[llvm-dev] fptosi undefined behaviour

Simon Byrne via llvm-dev llvm-dev at lists.llvm.org
Thu Jan 28 05:01:09 PST 2016


Well, you would need switch the check the other way round, to avoid
problems with NaNs. But this is probably what we will do (and indeed,
appears to be what Swift does without -Ounchecked).

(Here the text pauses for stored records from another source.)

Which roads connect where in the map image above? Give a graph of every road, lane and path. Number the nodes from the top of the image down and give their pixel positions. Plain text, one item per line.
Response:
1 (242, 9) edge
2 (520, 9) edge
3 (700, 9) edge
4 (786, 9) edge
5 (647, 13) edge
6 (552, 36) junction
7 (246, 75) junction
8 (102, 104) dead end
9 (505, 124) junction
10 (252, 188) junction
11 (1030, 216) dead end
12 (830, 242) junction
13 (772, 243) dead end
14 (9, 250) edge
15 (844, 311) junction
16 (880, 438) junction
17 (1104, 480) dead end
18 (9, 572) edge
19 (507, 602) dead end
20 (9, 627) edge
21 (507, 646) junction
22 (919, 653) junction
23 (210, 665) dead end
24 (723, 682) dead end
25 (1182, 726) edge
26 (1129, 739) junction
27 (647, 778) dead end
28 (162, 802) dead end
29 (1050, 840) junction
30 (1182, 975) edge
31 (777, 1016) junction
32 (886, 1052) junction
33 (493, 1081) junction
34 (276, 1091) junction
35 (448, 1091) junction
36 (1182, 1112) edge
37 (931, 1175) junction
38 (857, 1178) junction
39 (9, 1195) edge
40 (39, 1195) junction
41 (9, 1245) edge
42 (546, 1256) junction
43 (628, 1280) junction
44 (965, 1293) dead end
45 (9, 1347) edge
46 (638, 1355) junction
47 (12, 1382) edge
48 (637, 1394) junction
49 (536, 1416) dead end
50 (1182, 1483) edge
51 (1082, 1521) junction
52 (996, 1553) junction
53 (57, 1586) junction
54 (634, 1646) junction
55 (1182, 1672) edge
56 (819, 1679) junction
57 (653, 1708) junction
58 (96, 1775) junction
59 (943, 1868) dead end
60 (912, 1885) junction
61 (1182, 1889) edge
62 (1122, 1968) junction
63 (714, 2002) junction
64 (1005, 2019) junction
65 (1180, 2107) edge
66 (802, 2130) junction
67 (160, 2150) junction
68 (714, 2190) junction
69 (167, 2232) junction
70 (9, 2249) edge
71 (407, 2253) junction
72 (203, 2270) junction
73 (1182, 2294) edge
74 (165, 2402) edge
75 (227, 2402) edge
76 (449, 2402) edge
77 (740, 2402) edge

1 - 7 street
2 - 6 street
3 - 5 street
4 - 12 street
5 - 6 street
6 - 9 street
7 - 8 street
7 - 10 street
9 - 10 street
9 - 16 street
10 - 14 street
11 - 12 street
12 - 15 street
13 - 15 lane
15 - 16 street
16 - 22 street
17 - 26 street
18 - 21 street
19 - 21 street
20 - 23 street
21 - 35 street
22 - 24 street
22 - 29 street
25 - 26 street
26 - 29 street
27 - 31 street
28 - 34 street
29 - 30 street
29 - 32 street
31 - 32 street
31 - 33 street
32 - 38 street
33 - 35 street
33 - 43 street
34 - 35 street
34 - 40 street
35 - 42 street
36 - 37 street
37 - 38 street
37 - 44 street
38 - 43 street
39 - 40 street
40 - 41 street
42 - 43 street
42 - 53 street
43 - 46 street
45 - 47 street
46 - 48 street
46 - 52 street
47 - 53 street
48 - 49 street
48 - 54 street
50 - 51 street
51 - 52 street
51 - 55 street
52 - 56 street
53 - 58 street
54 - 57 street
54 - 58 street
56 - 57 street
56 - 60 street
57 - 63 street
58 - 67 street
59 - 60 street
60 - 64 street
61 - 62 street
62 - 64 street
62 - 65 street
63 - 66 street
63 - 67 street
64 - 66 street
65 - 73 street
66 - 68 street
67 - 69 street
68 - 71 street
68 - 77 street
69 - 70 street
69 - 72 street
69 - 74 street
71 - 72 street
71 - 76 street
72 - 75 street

On 28 January 2016 at 12:46, mats petersson <mats at planetcatfish.com> wrote:
> Resending to "everyone":
>
> What's wrong with checking
>
> short foo(double d)
> {
>     if (trunc(d) > MAX_SHORT || trunc(d) < MIN_SHORT) return 0; else return
> short(d);
> }
>
> If you don't care about the one in difference, you could do `abs(trunc(d)) <
> MAX_SHORT;` to avoid the check against min.
>
> That's what you want, right?
>
> --
> Mats
>
> On 28 January 2016 at 11:17, Simon Byrne via llvm-dev
> <llvm-dev at lists.llvm.org> wrote:
>>
>> Thank Tom and Tim for your responses.
>>
>> If the behaviour is truly undefined as Tom says, would it be possible
>> to get checked intrinsics for this?
>>
>> -Simon
>>
>> On 22 January 2016 at 20:24, Tim Northover <t.p.northover at gmail.com>
>> wrote:
>> > On 22 January 2016 at 12:20, Tom Stellard via llvm-dev
>> > <llvm-dev at lists.llvm.org> wrote:
>> >>> 1) I realise this is a somewhat silly question, but is this still
>> >>> acceptable "undefined behaviour"?
>> >>
>> >> Yes, it is.
>> >
>> > I always thought these out-of-range instructions did produce an
>> > "undef" rather than allowing fully-general undefined behaviour
>> > (otherwise we couldn't speculate them, for a start).
>> >
>> > If so, I think the code ought to be valid: %1 is *some* i16
>> > bitpattern, which means %2 cannot be completely unconstrained and
>> > should never be equal to %0.
>> >
>> > Cheers.
>> >
>> > Tim.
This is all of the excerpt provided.